In January 1948, the Marxist monthly Spark quoted Morris from a January 4, 1948, article in the Daily Worker:
"The trouble with many of our labor leaders especially in the CIO is that they have not yet made up their minds that FDR is dead. For a decade or more many of them have learned to rely on White House Nursing bottles (when such was forthcoming) than upon the fighting strength of their members. ... But they are making the big mistake that they made in the 1946 elections which brought us the Taft-Hartley and Marshall Plan Congress. They then tried to mobilize votes for candidates who hardly differed from GOP reactionaries.

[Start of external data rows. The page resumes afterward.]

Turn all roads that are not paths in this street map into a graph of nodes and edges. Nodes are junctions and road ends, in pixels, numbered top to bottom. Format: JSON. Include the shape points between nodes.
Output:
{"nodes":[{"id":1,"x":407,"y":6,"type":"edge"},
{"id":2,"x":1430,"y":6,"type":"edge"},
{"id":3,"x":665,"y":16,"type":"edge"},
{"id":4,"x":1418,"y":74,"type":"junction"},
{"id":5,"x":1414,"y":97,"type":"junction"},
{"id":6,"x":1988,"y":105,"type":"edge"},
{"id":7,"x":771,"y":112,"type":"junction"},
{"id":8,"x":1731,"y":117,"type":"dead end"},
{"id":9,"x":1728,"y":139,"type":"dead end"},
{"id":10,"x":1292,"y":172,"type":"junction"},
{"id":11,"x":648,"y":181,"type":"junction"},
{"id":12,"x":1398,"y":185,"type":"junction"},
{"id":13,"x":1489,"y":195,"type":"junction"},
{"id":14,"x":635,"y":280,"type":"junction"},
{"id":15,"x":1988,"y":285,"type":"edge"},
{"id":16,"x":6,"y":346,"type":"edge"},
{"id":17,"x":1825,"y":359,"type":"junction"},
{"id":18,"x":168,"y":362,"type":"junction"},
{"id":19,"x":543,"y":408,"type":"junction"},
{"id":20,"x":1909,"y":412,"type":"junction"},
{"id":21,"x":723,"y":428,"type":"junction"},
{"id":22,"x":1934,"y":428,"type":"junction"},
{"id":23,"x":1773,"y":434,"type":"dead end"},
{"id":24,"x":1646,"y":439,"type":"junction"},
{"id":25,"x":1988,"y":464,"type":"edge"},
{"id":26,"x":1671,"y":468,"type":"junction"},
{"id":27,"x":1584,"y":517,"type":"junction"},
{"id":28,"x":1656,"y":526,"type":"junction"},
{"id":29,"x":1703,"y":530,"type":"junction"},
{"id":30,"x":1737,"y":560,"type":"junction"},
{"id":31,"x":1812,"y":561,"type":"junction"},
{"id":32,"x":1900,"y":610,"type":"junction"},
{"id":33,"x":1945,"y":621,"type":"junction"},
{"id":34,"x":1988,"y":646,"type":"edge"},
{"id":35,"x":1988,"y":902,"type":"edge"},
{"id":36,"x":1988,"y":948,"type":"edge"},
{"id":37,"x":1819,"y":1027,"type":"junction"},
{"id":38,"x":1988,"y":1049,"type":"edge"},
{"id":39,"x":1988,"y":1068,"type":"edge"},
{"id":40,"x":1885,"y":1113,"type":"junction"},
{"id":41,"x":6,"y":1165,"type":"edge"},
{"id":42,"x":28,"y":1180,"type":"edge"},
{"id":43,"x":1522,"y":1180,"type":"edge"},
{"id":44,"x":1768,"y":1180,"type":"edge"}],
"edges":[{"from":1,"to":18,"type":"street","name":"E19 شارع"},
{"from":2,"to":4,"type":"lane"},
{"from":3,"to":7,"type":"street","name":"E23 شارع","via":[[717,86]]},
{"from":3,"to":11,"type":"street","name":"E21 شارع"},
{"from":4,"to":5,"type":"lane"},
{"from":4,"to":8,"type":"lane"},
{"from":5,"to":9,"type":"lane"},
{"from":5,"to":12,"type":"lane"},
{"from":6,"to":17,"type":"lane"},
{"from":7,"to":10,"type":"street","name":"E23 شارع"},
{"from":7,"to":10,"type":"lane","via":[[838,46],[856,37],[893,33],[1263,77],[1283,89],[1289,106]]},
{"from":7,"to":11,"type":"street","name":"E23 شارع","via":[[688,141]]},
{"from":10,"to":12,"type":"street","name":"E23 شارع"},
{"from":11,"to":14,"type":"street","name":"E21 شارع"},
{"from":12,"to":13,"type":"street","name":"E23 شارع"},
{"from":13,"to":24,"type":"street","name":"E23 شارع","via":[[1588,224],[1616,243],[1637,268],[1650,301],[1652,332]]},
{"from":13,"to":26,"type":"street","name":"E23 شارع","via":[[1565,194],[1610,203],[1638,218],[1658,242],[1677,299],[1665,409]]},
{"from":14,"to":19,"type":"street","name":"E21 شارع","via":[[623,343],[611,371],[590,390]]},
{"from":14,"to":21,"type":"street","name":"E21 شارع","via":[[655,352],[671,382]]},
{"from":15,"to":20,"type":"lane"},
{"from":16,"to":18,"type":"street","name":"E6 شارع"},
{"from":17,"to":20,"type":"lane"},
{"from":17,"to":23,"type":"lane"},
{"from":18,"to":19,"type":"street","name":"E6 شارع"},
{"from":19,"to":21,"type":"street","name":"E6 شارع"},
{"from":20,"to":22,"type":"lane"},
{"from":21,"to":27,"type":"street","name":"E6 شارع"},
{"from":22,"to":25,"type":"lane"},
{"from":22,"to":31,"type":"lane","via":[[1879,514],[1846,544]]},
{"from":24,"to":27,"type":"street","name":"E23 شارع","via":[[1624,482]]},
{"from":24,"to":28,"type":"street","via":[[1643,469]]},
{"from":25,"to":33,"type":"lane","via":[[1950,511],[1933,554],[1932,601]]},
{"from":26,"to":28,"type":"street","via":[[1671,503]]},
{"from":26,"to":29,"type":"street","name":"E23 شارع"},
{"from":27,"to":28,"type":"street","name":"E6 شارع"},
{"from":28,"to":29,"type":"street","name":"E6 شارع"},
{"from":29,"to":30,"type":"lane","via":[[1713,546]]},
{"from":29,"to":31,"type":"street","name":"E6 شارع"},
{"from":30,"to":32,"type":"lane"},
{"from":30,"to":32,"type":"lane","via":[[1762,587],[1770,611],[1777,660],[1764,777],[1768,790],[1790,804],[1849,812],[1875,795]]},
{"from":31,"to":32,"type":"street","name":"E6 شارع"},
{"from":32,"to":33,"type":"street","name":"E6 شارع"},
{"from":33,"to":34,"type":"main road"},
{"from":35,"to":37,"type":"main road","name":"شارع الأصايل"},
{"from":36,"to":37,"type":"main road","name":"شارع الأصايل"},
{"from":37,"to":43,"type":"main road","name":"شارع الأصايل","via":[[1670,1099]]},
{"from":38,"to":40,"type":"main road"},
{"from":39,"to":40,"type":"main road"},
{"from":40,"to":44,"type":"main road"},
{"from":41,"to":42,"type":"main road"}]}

Millions of workers refused to turn out to vote. In 1959, the US Congress questioned Harry Bridges about Morris.

In 1959 and 1966, Morris took "extended trips" to the USSR to study Soviet trade unions.

In late 1963, the FBI noted that Morris wrote in The Worker about "the 'enigma' of Oswald," which needed clearing as to whether the FBI, CIA, State Department, or Dallas police department had set Oswald up as an "undercover plant" in the assassination of US President John F. Kennedy.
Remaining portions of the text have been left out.